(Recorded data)
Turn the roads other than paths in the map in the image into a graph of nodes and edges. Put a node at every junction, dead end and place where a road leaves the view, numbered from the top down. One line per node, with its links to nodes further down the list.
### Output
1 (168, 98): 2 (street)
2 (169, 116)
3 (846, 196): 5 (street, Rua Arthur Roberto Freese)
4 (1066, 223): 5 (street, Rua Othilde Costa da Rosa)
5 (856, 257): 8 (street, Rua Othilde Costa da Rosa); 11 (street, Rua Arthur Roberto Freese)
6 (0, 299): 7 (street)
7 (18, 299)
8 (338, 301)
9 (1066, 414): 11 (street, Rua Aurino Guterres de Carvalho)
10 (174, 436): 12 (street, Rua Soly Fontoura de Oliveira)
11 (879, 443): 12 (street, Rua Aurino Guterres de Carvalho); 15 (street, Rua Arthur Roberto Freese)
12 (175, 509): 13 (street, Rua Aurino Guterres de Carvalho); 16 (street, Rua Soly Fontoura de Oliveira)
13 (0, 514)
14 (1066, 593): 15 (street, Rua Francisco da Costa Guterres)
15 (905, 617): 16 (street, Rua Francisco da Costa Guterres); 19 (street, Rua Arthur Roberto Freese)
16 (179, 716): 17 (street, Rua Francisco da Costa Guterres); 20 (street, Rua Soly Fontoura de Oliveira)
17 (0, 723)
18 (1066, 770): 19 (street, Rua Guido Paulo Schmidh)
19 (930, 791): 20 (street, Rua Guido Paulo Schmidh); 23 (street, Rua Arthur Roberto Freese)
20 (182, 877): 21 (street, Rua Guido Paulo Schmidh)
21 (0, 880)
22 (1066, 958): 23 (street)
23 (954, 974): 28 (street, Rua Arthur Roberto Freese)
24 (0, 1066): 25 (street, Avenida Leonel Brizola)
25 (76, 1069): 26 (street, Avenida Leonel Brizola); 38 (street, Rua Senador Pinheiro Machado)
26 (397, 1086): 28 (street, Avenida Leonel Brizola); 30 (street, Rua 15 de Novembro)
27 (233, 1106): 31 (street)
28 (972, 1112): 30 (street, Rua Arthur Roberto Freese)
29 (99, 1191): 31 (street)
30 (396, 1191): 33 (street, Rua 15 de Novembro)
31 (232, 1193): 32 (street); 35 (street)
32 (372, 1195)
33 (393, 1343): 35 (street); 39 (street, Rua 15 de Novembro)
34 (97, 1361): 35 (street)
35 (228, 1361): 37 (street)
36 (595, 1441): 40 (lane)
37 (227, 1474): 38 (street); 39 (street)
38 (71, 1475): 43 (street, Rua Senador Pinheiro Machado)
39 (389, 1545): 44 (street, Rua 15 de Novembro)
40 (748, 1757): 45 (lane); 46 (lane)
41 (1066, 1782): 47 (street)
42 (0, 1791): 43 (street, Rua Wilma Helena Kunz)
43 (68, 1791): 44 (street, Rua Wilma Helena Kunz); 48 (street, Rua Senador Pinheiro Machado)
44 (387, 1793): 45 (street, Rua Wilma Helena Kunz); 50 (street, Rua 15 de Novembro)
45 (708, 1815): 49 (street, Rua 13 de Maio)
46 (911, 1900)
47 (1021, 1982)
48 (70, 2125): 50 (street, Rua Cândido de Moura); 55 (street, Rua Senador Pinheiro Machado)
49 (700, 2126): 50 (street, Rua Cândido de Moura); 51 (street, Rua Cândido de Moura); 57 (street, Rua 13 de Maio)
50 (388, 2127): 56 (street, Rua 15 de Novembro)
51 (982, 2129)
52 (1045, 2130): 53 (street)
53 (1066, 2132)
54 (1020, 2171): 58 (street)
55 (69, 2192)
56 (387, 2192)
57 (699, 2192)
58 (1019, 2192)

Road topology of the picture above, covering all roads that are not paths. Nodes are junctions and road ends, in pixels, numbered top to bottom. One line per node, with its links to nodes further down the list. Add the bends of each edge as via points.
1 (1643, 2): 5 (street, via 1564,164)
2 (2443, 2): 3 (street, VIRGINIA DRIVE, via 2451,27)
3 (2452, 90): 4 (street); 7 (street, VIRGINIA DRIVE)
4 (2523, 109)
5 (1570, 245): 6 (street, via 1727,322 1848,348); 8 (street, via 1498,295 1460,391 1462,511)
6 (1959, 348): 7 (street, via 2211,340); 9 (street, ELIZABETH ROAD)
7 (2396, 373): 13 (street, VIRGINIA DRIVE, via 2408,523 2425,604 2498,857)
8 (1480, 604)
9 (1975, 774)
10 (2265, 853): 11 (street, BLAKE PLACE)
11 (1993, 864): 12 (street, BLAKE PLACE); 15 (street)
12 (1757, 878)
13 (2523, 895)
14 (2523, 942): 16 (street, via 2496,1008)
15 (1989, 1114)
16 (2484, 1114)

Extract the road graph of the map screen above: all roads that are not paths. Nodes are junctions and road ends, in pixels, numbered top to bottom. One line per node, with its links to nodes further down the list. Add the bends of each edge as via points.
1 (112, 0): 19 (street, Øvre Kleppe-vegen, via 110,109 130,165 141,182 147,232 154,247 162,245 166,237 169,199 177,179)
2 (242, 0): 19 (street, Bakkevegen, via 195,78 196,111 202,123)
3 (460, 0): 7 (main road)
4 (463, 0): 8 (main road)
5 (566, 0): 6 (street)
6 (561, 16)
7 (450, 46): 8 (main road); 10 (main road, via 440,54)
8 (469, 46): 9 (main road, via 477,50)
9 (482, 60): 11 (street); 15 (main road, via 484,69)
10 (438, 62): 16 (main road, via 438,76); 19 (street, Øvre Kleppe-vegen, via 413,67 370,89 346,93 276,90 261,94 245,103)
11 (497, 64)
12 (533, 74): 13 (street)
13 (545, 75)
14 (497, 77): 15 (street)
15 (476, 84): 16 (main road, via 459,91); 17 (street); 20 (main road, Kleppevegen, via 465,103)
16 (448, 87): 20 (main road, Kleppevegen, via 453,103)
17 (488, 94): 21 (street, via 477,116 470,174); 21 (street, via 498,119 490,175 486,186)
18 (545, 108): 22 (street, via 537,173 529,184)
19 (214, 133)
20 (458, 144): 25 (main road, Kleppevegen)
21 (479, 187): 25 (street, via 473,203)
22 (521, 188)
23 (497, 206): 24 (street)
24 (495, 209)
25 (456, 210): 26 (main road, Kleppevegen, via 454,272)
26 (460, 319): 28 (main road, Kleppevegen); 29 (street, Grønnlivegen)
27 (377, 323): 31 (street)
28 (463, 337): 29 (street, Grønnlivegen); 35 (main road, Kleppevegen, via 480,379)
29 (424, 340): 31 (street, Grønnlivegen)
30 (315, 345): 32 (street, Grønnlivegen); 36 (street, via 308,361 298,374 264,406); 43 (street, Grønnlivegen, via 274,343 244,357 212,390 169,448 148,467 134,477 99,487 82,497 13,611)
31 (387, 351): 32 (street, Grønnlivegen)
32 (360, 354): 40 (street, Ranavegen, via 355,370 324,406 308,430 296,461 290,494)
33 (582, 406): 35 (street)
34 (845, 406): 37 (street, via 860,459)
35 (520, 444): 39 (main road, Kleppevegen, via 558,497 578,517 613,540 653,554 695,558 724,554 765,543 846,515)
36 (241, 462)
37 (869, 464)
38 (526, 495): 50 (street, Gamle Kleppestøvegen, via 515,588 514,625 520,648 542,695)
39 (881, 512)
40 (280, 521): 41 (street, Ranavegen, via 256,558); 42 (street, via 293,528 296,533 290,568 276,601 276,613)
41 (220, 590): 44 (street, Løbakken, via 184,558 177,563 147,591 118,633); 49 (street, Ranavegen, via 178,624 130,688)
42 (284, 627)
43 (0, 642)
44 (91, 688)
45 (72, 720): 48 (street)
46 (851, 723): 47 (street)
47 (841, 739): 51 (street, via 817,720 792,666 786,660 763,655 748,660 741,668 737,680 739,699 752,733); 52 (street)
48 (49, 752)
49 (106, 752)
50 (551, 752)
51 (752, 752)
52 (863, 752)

--- Work required ---
Scan the records for lines that hold "Arthur", and reproduce each one you find.

--- Finished task ---
3 (846, 196): 5 (street, Rua Arthur Roberto Freese)
5 (856, 257): 8 (street, Rua Othilde Costa da Rosa); 11 (street, Rua Arthur Roberto Freese)
11 (879, 443): 12 (street, Rua Aurino Guterres de Carvalho); 15 (street, Rua Arthur Roberto Freese)
15 (905, 617): 16 (street, Rua Francisco da Costa Guterres); 19 (street, Rua Arthur Roberto Freese)
19 (930, 791): 20 (street, Rua Guido Paulo Schmidh); 23 (street, Rua Arthur Roberto Freese)
23 (954, 974): 28 (street, Rua Arthur Roberto Freese)
28 (972, 1112): 30 (street, Rua Arthur Roberto Freese)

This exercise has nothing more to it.